<<<<

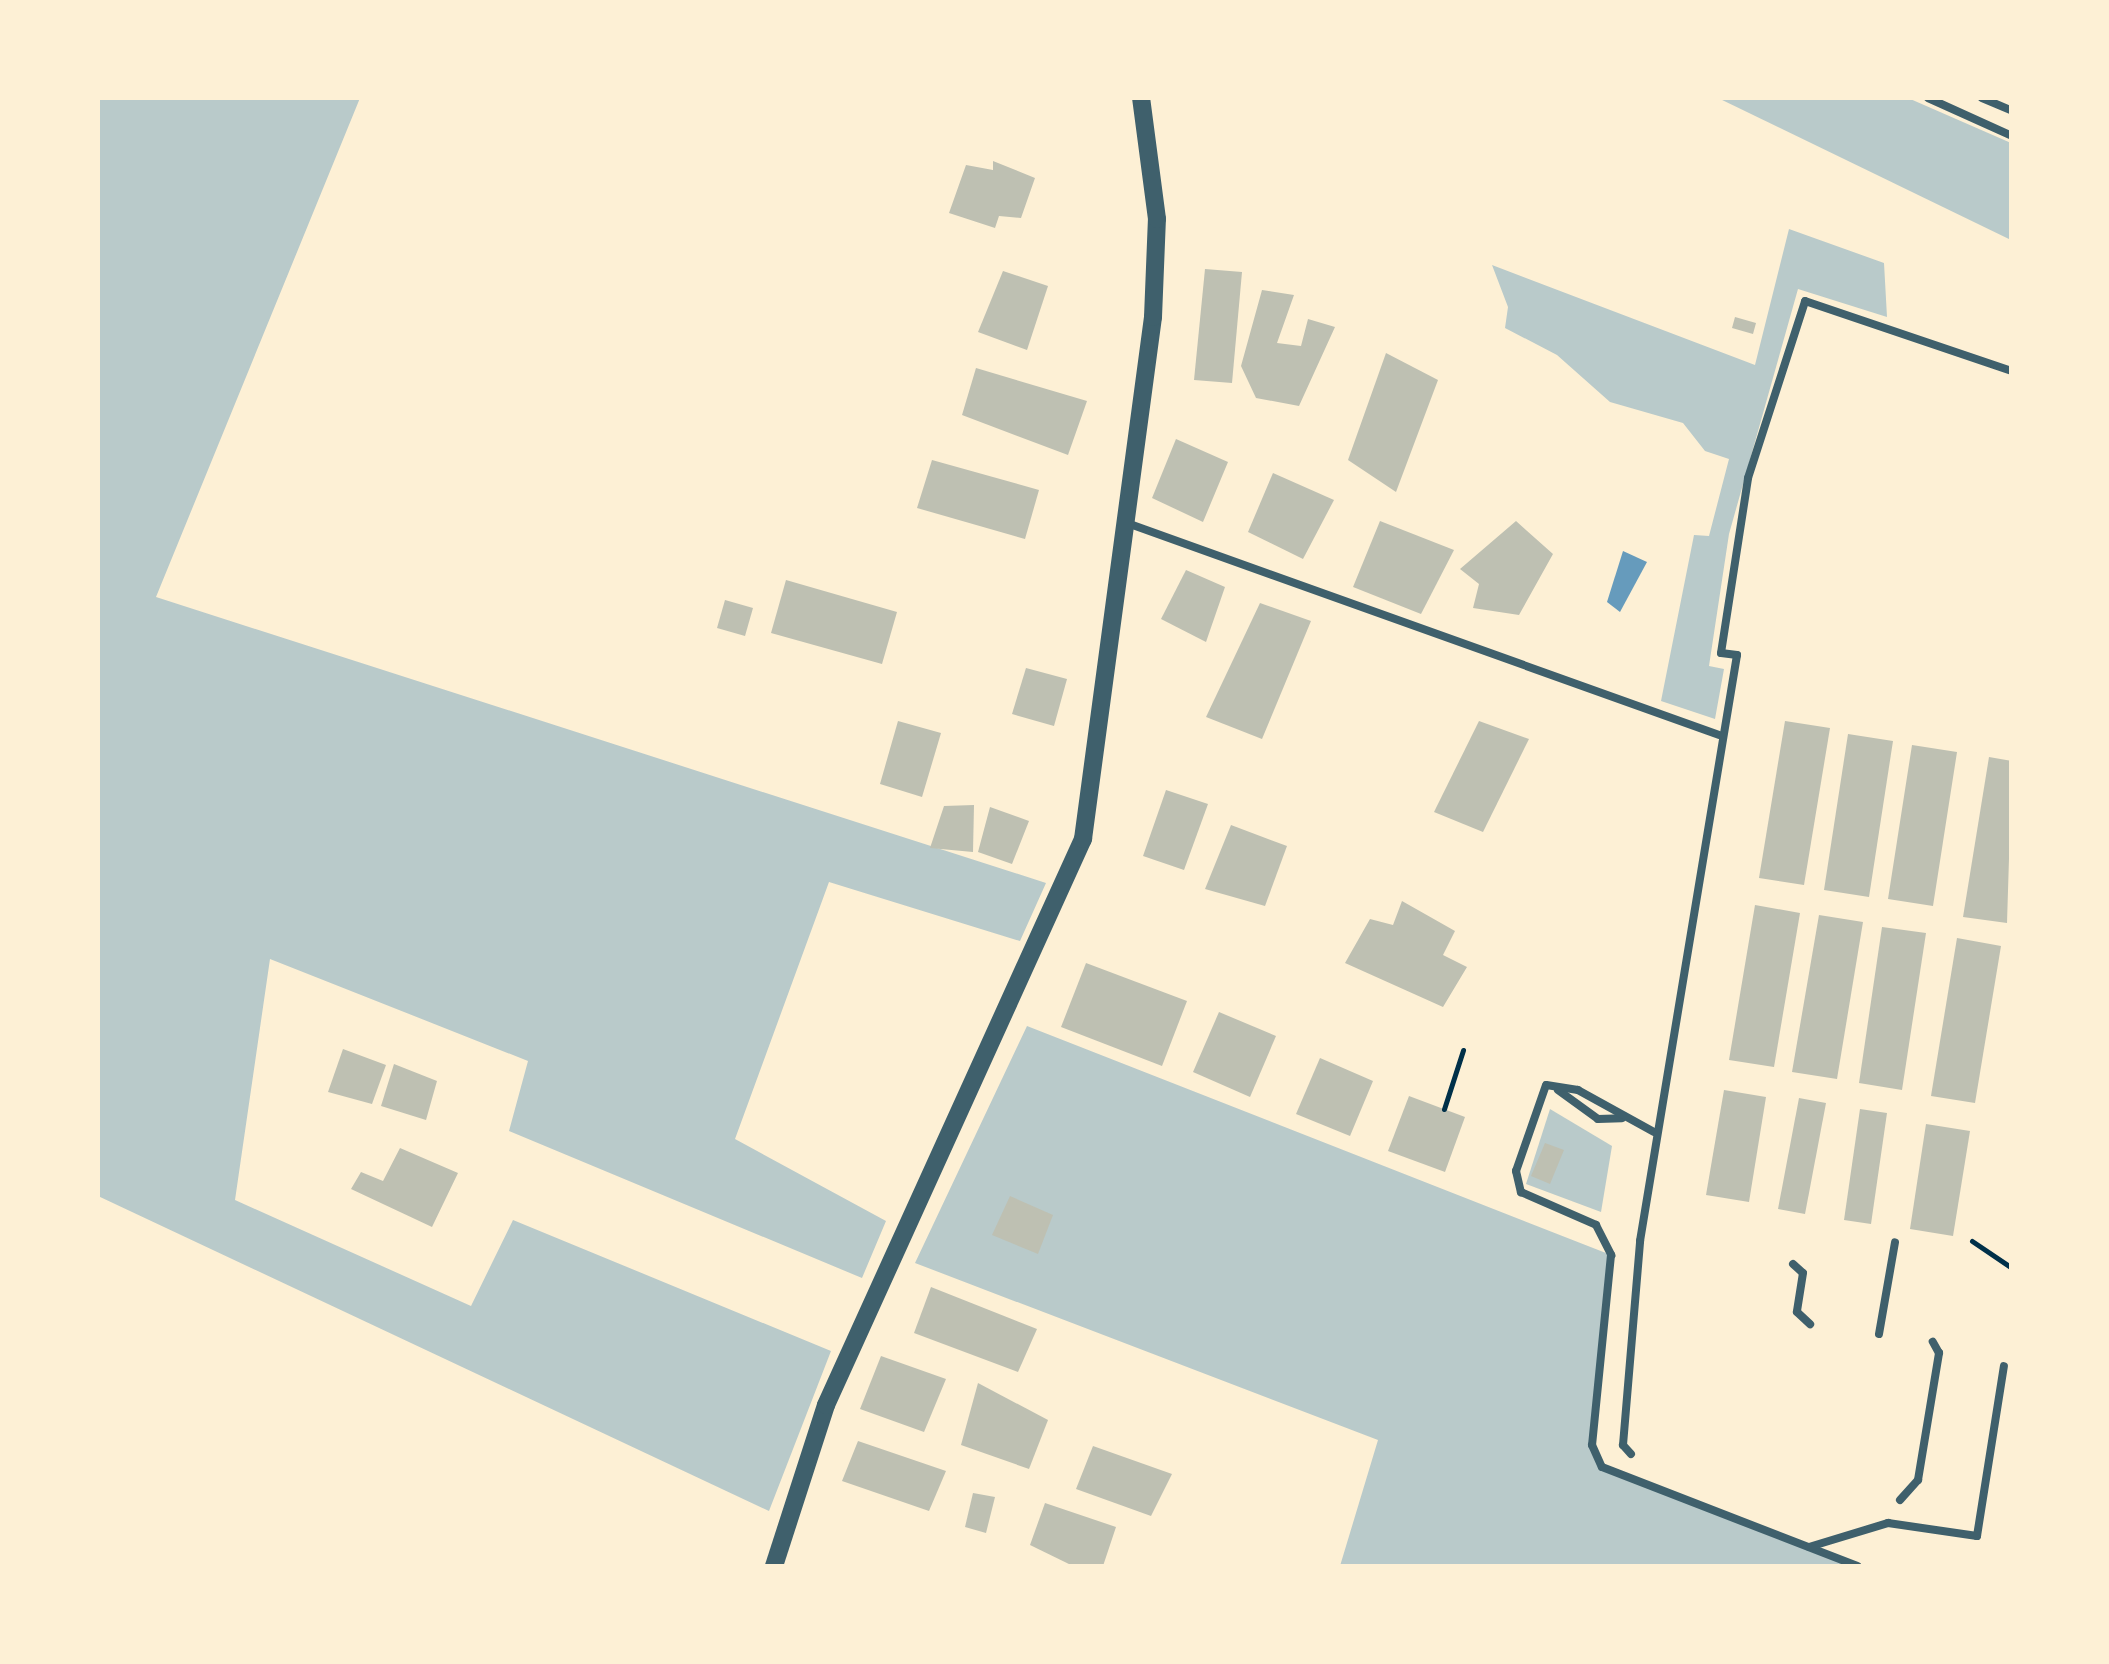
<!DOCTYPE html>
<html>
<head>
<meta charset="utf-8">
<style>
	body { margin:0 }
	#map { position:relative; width:2109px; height:1664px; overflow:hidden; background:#fdf0d5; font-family:Figtree,sans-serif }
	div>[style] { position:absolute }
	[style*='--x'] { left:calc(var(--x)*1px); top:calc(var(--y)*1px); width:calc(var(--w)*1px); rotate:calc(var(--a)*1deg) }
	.green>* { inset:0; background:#b9caca }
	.water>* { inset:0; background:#669bbc }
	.building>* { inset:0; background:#bec0b2 }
	.path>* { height:5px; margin:-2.5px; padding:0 2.5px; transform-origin:2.5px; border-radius:2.5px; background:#003049 }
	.service>* { height:8px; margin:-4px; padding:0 4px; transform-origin:4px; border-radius:4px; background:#3f606c }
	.tertiary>* { height:18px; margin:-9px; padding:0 9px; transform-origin:9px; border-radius:9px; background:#3f606c }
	span { translate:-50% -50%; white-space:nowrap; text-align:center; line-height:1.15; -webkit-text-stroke:8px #fdf0d5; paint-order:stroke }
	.frame { position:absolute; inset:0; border:100px solid #fdf0d5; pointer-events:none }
</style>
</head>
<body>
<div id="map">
	<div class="green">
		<i style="clip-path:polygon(98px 98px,360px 98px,156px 597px,1046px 883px,1020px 941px,829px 882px,735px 1139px,886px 1221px,862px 1278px,509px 1131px,528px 1061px,270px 959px,235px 1200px,471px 1306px,513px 1220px,831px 1351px,769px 1511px,98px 1196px)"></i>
		<i style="clip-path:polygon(1718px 98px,1908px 98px,2011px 143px,2011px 240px)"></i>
		<i style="clip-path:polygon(1789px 229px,1884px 263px,1887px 317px,1798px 289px,1729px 534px,1709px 666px,1724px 669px,1715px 719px,1661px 701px,1694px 535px,1709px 536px,1729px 459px,1705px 451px,1683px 423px,1610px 402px,1557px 355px,1505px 328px,1508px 307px,1492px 265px,1755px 365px)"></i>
		<i style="clip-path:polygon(1027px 1026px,1611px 1255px,1592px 1445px,1602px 1467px,1857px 1566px,1340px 1566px,1378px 1440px,915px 1263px)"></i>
		<i style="clip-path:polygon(1550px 1109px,1612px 1146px,1601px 1212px,1526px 1184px)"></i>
	</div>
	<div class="water">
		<i style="clip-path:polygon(1623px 551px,1647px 562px,1620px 612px,1607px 602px)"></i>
	</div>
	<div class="building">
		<i style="clip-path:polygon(993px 161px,1035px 178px,1021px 218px,999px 216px,995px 228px,949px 213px,966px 165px,993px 170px)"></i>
		<i style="clip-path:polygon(1205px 269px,1242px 272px,1232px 383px,1194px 380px)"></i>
		<i style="clip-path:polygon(1003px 271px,1048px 286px,1027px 350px,978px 332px)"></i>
		<i style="clip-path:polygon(1262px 290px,1294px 295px,1277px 343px,1301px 346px,1308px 319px,1335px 327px,1299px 406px,1256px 398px,1241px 366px)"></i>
		<i style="clip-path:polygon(1735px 317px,1756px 323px,1753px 334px,1732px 328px)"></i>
		<i style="clip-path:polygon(1386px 353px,1438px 380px,1396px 492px,1348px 460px)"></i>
		<i style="clip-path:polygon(976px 368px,1087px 401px,1068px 455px,962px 415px)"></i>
		<i style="clip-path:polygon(1176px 439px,1228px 462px,1203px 522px,1152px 498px)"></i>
		<i style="clip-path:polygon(932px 460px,1039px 490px,1025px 539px,917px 508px)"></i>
		<i style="clip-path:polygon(1273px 473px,1334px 500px,1303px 559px,1248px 532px)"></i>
		<i style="clip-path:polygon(1380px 521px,1454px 550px,1421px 614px,1353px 587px)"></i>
		<i style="clip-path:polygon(1516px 521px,1553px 554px,1519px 615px,1473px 608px,1479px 584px,1460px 569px)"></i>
		<i style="clip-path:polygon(1186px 570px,1225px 587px,1206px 642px,1161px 619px)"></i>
		<i style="clip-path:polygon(786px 580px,897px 612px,882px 664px,771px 633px)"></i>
		<i style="clip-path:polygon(725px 600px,753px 608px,745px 636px,717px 628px)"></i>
		<i style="clip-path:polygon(1260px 603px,1311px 621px,1262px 739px,1206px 717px)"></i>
		<i style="clip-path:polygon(1026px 668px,1067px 679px,1054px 726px,1012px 714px)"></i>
		<i style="clip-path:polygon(898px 721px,941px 733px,922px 797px,880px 784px)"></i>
		<i style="clip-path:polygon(1479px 721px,1529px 739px,1483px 832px,1434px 812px)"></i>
		<i style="clip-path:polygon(1785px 721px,1830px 728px,1804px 885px,1759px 878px)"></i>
		<i style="clip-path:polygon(1848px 734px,1893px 741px,1869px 897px,1824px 890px)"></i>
		<i style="clip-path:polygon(1912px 745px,1957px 752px,1933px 906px,1888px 899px)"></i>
		<i style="clip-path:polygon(1989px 757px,2012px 761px,2007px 923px,1963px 917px)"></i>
		<i style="clip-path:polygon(1166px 790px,1208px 804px,1184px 870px,1143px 856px)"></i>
		<i style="clip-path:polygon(974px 805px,973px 852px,930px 848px,944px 806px)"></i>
		<i style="clip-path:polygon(990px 807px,1029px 821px,1012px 864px,978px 852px)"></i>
		<i style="clip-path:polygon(1231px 825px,1287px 846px,1265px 906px,1205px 889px)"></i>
		<i style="clip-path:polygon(1402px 901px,1455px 931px,1443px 955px,1467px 967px,1443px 1007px,1345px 963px,1370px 919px,1393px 925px)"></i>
		<i style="clip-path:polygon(1755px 905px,1800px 913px,1774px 1067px,1729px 1060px)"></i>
		<i style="clip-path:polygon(1819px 915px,1863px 922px,1837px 1079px,1792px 1072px)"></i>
		<i style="clip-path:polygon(1882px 927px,1926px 933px,1902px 1090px,1859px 1083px)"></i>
		<i style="clip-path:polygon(1957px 938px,2001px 946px,1975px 1103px,1931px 1096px)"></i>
		<i style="clip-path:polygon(1086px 963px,1187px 1001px,1162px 1066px,1061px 1027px)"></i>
		<i style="clip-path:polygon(1219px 1012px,1276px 1036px,1250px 1097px,1193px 1072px)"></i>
		<i style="clip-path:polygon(343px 1049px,386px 1065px,372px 1104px,328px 1092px)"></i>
		<i style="clip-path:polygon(1320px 1058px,1373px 1081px,1350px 1136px,1296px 1114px)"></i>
		<i style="clip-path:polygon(394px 1064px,437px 1081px,426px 1120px,381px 1106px)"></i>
		<i style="clip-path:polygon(1724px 1090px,1766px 1097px,1749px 1202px,1706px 1195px)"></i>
		<i style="clip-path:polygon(1409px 1096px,1465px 1117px,1445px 1172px,1388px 1151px)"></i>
		<i style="clip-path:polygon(1799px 1098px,1826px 1103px,1805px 1214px,1778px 1209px)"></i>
		<i style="clip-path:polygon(1860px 1109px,1887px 1113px,1871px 1224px,1844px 1220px)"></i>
		<i style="clip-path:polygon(1926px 1124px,1970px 1131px,1953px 1236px,1910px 1229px)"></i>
		<i style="clip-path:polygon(1545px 1143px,1564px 1150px,1550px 1184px,1531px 1176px)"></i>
		<i style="clip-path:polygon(400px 1148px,458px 1173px,432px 1227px,351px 1189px,361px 1172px,383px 1181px)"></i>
		<i style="clip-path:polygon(1010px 1196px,1053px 1215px,1038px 1254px,992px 1235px)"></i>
		<i style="clip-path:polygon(931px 1287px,1037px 1329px,1018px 1372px,914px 1333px)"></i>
		<i style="clip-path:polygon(881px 1356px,946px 1379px,924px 1432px,860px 1409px)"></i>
		<i style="clip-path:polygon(978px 1383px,1048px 1420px,1029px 1469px,961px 1445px)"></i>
		<i style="clip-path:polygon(858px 1441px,946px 1471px,929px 1511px,842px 1481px)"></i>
		<i style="clip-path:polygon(1093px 1446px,1172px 1474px,1151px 1516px,1076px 1489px)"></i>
		<i style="clip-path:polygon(973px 1493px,995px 1497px,986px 1533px,965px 1527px)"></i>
		<i style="clip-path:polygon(1045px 1503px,1116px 1527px,1103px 1566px,1073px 1566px,1030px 1545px)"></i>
	</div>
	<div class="path">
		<i style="--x:1444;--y:1109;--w:62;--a:-72.1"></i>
		<i style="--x:1972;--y:1241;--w:48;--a:34"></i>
	</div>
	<div class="service">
		<i style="--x:1928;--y:98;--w:92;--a:24.3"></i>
		<i style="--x:1982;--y:98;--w:33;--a:23"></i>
		<i style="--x:1127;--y:523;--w:629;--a:19.7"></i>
		<i style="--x:1558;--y:1090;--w:49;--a:35.9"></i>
		<i style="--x:1598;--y:1119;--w:24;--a:-2"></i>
		<i style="--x:1654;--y:1132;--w:87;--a:-151.1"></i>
		<i style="--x:1578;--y:1090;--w:32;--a:-171"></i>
		<i style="--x:1546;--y:1085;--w:91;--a:109.2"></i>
		<i style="--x:1516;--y:1171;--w:22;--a:77"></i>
		<i style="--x:1521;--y:1192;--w:82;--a:23.7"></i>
		<i style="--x:1596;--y:1225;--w:34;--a:63"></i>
		<i style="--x:1611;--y:1255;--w:191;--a:95.7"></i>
		<i style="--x:1592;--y:1445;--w:24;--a:66"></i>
		<i style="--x:1602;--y:1467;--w:274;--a:21.2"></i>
		<i style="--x:1793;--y:1264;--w:13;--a:42"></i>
		<i style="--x:1803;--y:1273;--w:39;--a:99"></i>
		<i style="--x:1797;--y:1312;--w:18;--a:43"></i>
		<i style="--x:1879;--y:1334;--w:93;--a:-80.1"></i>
		<i style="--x:1631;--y:1454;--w:12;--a:-132"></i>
		<i style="--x:1623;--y:1445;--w:205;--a:-85.2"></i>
		<i style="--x:1640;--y:1241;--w:594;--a:-80.6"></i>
		<i style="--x:1737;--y:655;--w:16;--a:-173"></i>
		<i style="--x:1721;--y:653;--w:177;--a:-81.2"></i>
		<i style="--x:1748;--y:478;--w:186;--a:-72.1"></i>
		<i style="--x:1805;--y:301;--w:219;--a:18.7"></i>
		<i style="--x:1900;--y:1500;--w:27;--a:-48"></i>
		<i style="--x:1918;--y:1480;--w:129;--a:-80.6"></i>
		<i style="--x:1939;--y:1353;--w:13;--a:-119"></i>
		<i style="--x:1809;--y:1547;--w:83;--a:-16.9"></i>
		<i style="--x:1888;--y:1523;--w:90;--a:8.3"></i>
		<i style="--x:1977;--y:1536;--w:172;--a:-81"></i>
	</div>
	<div class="tertiary">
		<i style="--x:774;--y:1566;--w:169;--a:-72.1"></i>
		<i style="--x:826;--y:1405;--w:622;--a:-65.58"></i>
		<i style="--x:1083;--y:839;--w:527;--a:-82.36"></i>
		<i style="--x:1153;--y:317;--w:98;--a:-87.7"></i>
		<i style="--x:1157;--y:219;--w:122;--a:-97.5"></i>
	</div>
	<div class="frame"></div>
</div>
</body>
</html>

>>>>

Exercise objective:
Above are the records. Copy every line in them holding "width".

Answer box:
	#map { position:relative; width:2109px; height:1664px; overflow:hidden; background:#fdf0d5; font-family:Figtree,sans-serif }
	[style*='--x'] { left:calc(var(--x)*1px); top:calc(var(--y)*1px); width:calc(var(--w)*1px); rotate:calc(var(--a)*1deg) }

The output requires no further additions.